Bristow continued on the same theme, saying that in terms of the gold price in real terms, Randgold was nearly back where it started! He re-iterated the company has always followed a basic strategy that allowed it to be able to continue to build, while many of its peers were still trying to figure out how to survive in the current gold price environment. “I’ve always tried to do the opposite to the industry and grow in the troughs,” Bristow said to Richard Quest of CNN. Randgold has not wavered from its strategy of only developing good-sized projects offering strong returns at $1000 gold and this policy has held it in good stead.
As far as the Q2 figures were concerned, not surprisingly, Bristow tended to dwell more on the positive aspects of the results. These included a solid all-round performance from its operations, with improvements in grade, throughput and recovery, leading to a new gold production record and a higher profit compared with Q1 in the face of a declining gold price.

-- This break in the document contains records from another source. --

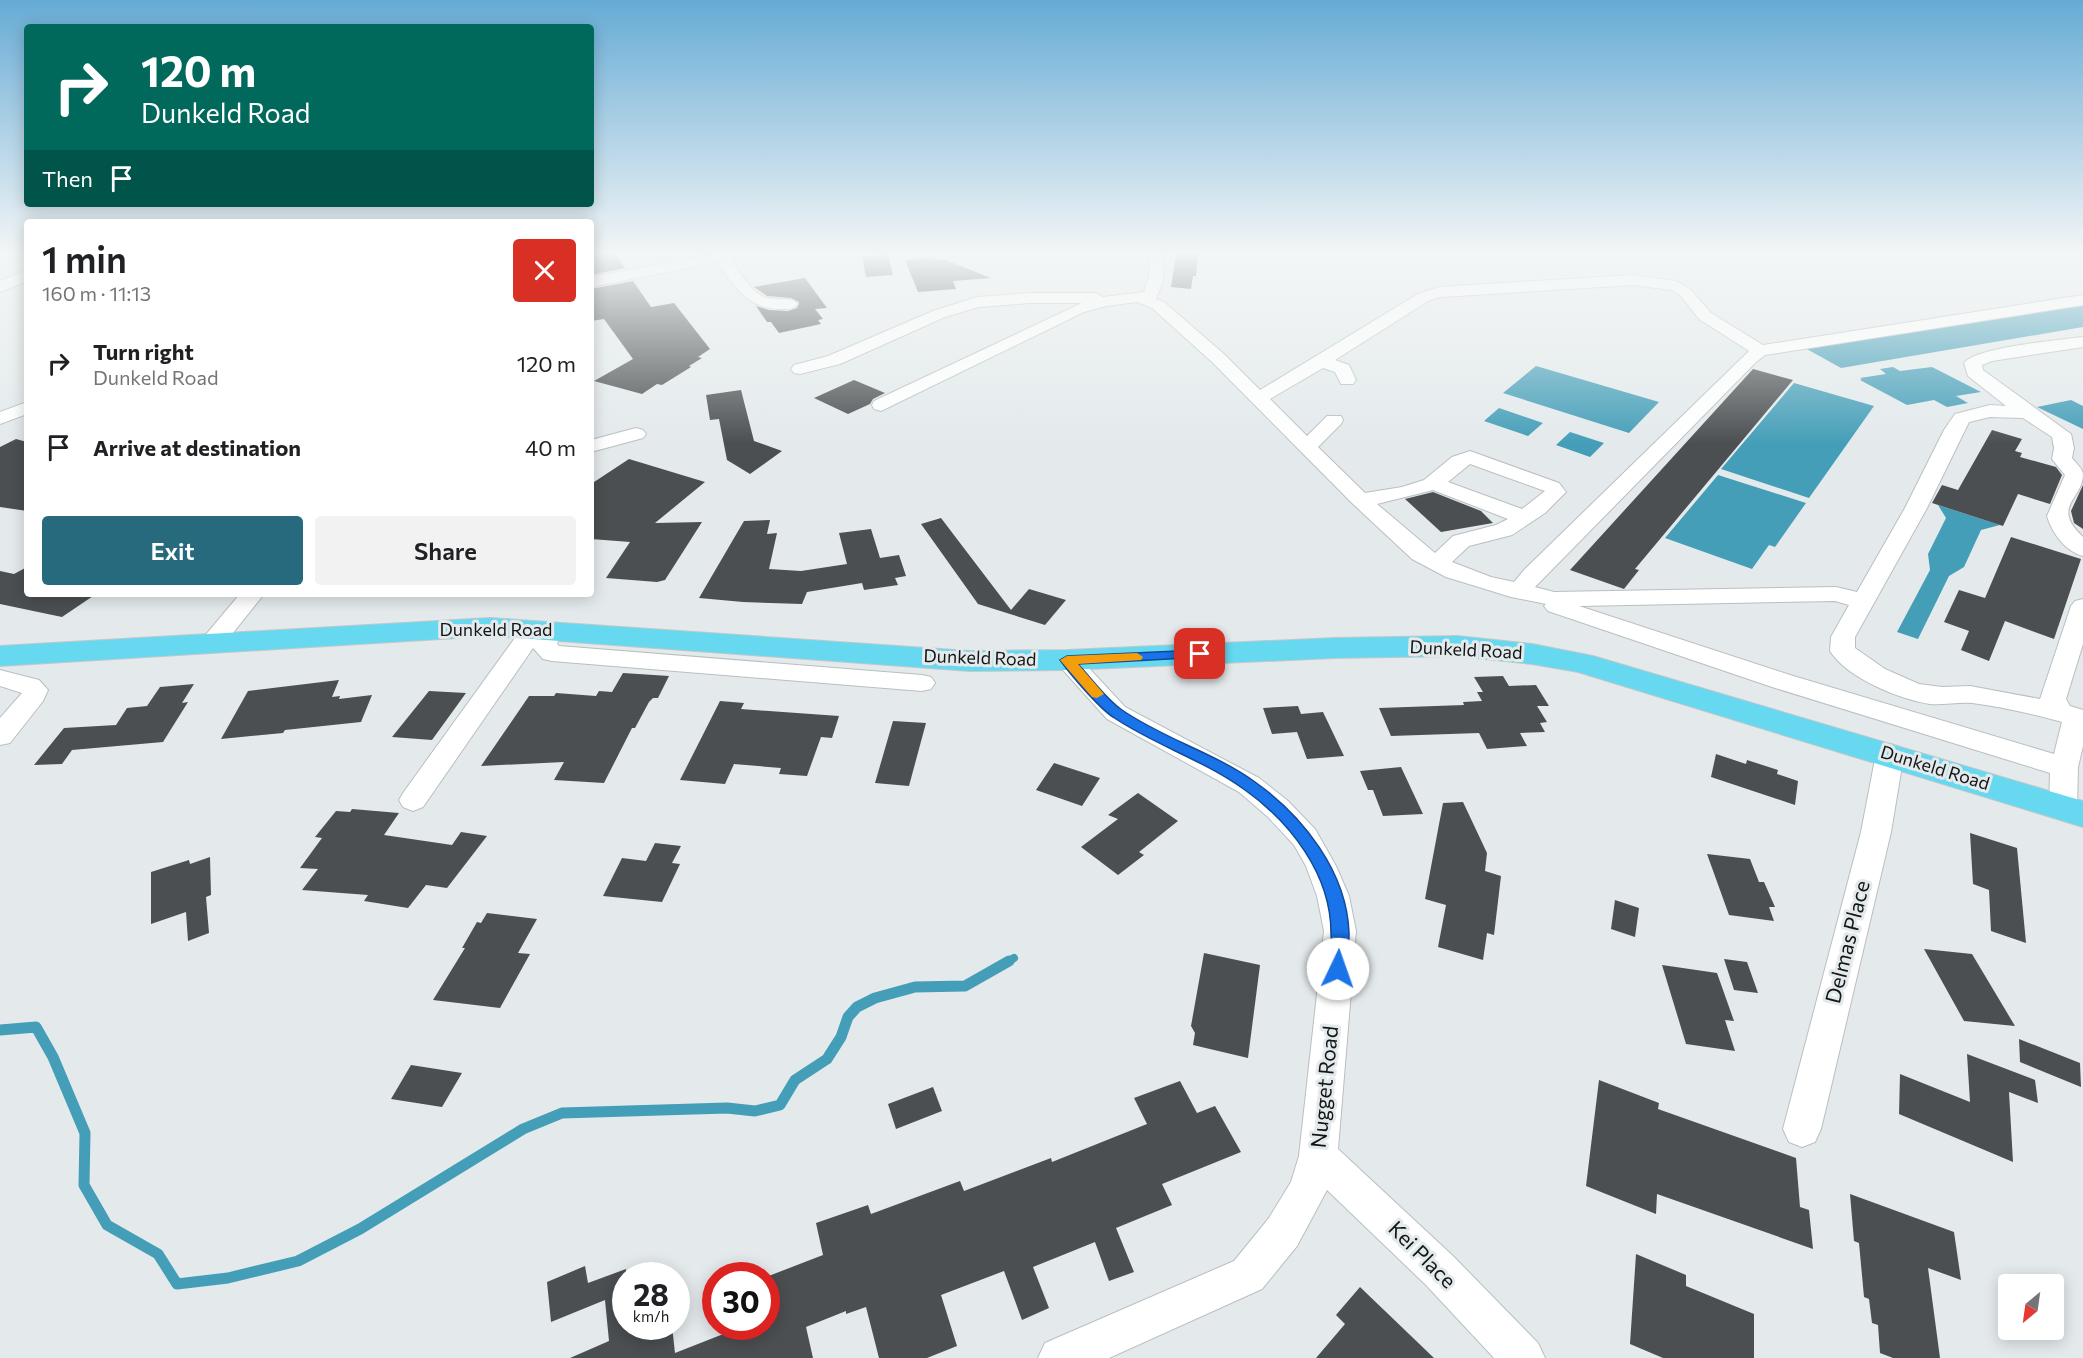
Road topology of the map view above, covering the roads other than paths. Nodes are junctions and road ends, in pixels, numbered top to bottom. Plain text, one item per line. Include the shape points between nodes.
1 (931, 317) edge
2 (1061, 317) edge
3 (1173, 317) edge
4 (1391, 317) edge
5 (1707, 317) edge
6 (1973, 317) edge
7 (2083, 342) edge
8 (1760, 351) junction
9 (1321, 361) junction
10 (800, 369) dead end
11 (1347, 380) dead end
12 (1260, 398) junction
13 (881, 405) dead end
14 (24, 409) edge
15 (2025, 412) junction
16 (0, 418) edge
17 (1334, 420) dead end
18 (636, 434) dead end
19 (594, 445) edge
20 (1308, 447) junction
21 (1433, 483) junction
22 (1360, 500) junction
23 (1523, 517) junction
24 (2083, 549) edge
25 (1436, 564) junction
26 (1484, 582) junction
27 (1519, 592) junction
28 (250, 597) edge
29 (1862, 601) junction
30 (2083, 606) edge
31 (542, 629) junction
32 (212, 643) junction
33 (1067, 660) junction
34 (0, 662) edge
35 (922, 683) dead end
36 (2073, 716) edge
37 (0, 736) edge
38 (1890, 754) junction
39 (2064, 767) junction
40 (413, 800) dead end
41 (2073, 811) edge
42 (1802, 1129) dead end
43 (1318, 1156) junction
44 (1060, 1358) edge
45 (1523, 1358) edge

1 - 10 street via 834,360
2 - 13 street
3 - 12 street
4 - 9 street
5 - 8 street
6 - 8 street
7 - 15 street via 1988,356 1973,363 1974,372
8 - 27 street
9 - 11 street via 1343,369
9 - 12 street
12 - 20 street
14 - 16 street
15 - 24 street via 2061,434 2062,459 2075,476 2058,516 2062,529
15 - 29 street via 1990,411 1962,418
17 - 20 street
18 - 19 street
20 - 22 street
21 - 22 street
21 - 23 street
21 - 23 street via 1461,459 1470,457 1552,487 1556,492
22 - 25 street
23 - 25 street via 1504,530 1461,541
25 - 26 street
26 - 27 street
26 - 39 street via 1781,681
27 - 29 street via 1554,599 1836,594
28 - 32 street
29 - 36 street via 1843,637 1842,651 1880,678 1916,692 1974,695
30 - 36 street via 2053,699
31 - 32 main road, Dunkeld Road via 456,628
31 - 33 main road, Dunkeld Road via 970,661
31 - 35 street via 544,645 552,652
31 - 40 street
32 - 34 main road, Dunkeld Road
33 - 38 main road, Dunkeld Road via 1457,646 1532,654 1633,677
33 - 43 street, Nugget Road via 1116,713 1249,785 1305,837 1321,866 1333,896 1340,931
34 - 37 street via 35,690
36 - 39 street
38 - 41 main road, Dunkeld Road
38 - 42 street, Delmas Place via 1876,832
39 - 41 street
43 - 44 street, Nugget Road via 1307,1191 1282,1232 1248,1275
43 - 45 street, Kei Place via 1440,1271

Gold miners are now trading at around the same levels relative to the gold price as they did before the commodity bull market. This highlights just how unsuccessful the sector on aggregate has been in controlling cost inflation. However as energy prices pull back and wage inflation moderates, or even contracts, the ability of miners with reasonable debt loads to prosper should improve. This means we can expect some wide variation in returns between miners.

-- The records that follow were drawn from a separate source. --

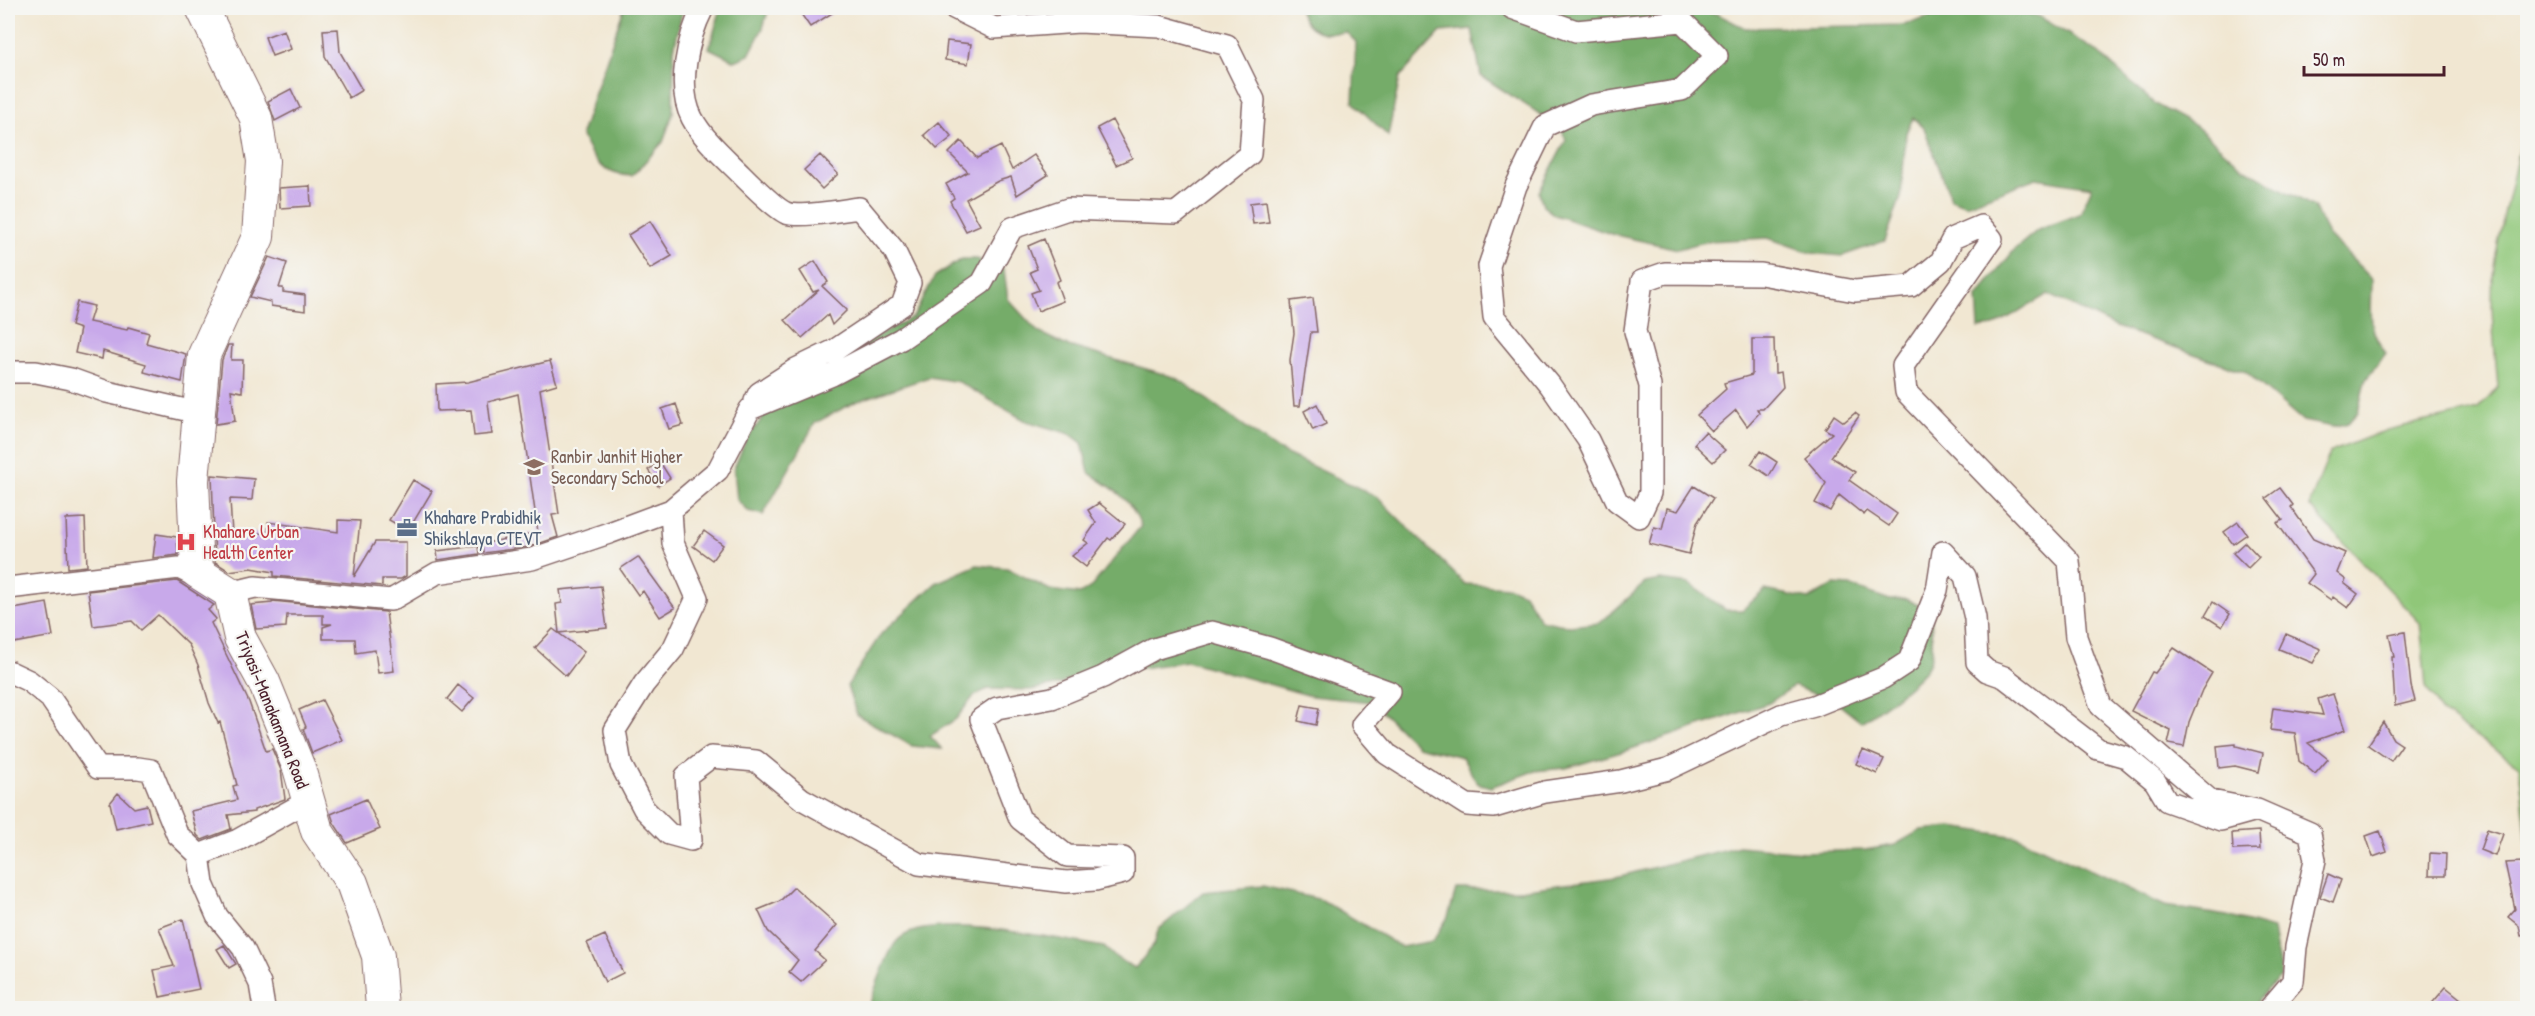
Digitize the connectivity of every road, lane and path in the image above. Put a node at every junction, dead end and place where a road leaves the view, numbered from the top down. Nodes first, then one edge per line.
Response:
1 (202, 8) edge
2 (703, 8) edge
3 (954, 8) edge
4 (1512, 8) edge
5 (8, 372) edge
6 (750, 409) junction
7 (199, 413) junction
8 (671, 510) junction
9 (8, 588) edge
10 (230, 592) junction
11 (8, 670) edge
12 (308, 801) junction
13 (2257, 810) junction
14 (199, 855) junction
15 (264, 1008) edge
16 (382, 1008) edge
17 (2270, 1008) edge

1 - 7 street
2 - 6 street
3 - 6 street
4 - 13 street
5 - 7 street
6 - 8 street
7 - 10 street
8 - 10 street
8 - 13 street
9 - 10 street
10 - 12 street, Triyasi-Manakamana Road
11 - 14 street
12 - 14 street
12 - 16 street, Triyasi-Manakamana Road
13 - 17 street
14 - 15 street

Randgold Resources (Est P/E 24.99, DY 1.03%) has found at least near-term support in the region of the lower side of its two-year range. A sustained move below 3850p would be required to question scope for a reversionary rally back towards the trend mean, currently near 4500p.
Hong Kong listed Zijin Mining (Est P/E 16.74 DY 4.74%) has returned to test the region of the July low and bounced from the region of HK$2. A sustained move below that level would be required to question potential for additional rally.
Sibanye Gold (Est P/E 8.48, DY 8.91%), as a South African gold miner, has been impacted by electricity shortages and the acrimonious relationship with unions. Valuations are much improved but the share has yet to find support despite the short-term oversold condition.
Centerra Gold (Est P/E 19.13, DY 2.42%) continues to hold its medium-term progression of higher reaction lows.